Looking at the data below, count the lines that contain the string "Pellervonkatu". Write only the total.

# Available data
= = = = =
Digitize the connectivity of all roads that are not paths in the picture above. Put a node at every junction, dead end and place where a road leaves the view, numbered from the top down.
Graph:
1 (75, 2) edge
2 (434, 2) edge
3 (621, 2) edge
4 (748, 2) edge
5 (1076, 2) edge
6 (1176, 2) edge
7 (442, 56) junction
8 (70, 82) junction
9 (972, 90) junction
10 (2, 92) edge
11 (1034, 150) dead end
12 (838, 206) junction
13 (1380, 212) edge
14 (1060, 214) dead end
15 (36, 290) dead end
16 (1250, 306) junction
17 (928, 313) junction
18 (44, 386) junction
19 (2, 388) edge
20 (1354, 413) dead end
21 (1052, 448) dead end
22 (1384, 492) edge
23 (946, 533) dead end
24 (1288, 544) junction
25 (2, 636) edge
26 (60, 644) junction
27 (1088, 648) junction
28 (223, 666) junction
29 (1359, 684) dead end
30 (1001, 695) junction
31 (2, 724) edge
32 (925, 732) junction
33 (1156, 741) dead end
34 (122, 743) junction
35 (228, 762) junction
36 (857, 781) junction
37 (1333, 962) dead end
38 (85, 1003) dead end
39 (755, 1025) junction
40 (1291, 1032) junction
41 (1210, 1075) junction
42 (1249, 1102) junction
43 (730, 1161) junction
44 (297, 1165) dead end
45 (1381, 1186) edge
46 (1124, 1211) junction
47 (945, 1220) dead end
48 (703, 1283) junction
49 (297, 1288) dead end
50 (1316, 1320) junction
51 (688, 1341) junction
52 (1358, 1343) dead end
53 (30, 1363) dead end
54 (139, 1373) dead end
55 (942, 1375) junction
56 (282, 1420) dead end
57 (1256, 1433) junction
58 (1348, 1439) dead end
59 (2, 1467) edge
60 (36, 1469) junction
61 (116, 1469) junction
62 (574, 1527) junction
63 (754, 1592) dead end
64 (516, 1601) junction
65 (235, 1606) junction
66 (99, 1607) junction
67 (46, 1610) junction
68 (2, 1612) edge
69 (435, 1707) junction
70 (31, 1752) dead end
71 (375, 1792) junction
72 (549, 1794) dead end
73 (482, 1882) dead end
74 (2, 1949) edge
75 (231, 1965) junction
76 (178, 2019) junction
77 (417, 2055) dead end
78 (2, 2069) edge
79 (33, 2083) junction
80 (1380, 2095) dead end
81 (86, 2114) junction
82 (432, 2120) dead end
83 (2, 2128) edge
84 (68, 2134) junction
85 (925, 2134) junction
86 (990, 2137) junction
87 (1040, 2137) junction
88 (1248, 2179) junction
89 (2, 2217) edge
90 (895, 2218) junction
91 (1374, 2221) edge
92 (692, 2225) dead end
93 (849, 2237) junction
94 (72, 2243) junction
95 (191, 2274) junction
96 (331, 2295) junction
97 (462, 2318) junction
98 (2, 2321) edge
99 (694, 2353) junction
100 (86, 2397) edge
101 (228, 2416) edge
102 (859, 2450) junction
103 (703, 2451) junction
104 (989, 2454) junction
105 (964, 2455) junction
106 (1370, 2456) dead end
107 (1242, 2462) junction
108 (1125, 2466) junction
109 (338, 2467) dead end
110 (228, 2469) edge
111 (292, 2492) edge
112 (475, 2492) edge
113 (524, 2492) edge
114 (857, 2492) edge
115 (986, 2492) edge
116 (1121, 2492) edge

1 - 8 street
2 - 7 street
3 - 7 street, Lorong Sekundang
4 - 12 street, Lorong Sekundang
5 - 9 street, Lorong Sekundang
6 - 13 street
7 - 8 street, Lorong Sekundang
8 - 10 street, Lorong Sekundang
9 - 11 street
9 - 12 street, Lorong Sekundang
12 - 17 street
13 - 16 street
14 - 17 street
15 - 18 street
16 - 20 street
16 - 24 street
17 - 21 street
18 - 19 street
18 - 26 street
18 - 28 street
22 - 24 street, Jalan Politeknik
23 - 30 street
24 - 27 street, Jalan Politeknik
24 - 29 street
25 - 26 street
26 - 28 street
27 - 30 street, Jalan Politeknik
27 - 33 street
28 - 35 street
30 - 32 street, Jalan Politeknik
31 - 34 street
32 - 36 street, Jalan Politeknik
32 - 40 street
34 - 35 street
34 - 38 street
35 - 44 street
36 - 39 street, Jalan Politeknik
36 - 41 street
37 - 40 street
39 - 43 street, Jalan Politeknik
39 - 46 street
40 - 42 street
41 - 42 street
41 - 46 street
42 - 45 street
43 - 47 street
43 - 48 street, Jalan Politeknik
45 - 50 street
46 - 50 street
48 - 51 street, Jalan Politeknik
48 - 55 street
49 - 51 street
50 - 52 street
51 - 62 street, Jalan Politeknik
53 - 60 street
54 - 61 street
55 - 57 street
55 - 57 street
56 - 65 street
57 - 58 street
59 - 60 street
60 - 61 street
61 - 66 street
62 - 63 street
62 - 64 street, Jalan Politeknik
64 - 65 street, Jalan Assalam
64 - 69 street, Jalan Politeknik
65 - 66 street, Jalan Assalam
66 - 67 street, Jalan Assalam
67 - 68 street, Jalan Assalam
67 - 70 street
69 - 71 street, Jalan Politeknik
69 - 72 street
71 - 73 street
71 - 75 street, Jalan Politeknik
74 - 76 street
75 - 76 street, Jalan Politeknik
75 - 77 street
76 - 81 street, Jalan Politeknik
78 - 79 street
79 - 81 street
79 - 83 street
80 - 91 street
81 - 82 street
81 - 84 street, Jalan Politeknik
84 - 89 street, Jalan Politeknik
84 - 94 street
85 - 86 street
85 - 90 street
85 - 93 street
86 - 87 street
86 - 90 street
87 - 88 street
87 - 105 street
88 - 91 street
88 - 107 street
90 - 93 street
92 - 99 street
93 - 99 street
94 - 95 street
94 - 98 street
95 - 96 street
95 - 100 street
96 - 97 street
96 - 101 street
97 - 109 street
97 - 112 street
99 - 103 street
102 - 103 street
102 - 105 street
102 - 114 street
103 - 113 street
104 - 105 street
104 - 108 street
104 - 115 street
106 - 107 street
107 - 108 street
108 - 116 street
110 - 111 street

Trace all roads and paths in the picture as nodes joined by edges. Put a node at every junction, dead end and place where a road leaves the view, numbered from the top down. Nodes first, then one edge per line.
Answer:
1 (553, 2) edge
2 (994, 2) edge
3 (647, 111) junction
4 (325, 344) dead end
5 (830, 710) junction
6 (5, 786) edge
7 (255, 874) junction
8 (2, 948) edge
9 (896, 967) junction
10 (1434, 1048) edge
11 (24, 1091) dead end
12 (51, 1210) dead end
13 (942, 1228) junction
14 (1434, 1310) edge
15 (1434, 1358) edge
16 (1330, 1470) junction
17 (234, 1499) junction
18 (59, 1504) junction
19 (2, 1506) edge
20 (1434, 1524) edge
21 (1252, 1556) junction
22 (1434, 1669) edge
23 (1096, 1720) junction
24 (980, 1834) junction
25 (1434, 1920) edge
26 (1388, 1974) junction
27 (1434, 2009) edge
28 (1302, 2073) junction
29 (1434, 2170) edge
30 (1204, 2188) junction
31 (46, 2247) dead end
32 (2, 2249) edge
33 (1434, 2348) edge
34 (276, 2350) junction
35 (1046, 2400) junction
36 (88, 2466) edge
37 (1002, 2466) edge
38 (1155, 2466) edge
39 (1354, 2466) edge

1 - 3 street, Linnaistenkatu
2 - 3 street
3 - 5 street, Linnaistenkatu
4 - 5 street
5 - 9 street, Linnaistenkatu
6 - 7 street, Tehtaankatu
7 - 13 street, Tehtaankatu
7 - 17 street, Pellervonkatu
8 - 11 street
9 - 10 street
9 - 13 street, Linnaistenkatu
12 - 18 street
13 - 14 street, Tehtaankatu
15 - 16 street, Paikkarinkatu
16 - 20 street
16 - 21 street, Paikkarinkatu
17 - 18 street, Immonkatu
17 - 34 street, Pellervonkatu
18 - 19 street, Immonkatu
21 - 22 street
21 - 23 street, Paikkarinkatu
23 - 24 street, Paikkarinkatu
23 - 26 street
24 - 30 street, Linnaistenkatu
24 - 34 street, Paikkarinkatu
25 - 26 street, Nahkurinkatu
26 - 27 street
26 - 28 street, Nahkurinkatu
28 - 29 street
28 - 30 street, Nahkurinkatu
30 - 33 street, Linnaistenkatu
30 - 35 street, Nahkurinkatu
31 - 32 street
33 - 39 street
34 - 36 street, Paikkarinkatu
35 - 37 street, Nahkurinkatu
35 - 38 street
= = = = =
# Answer to the problem
2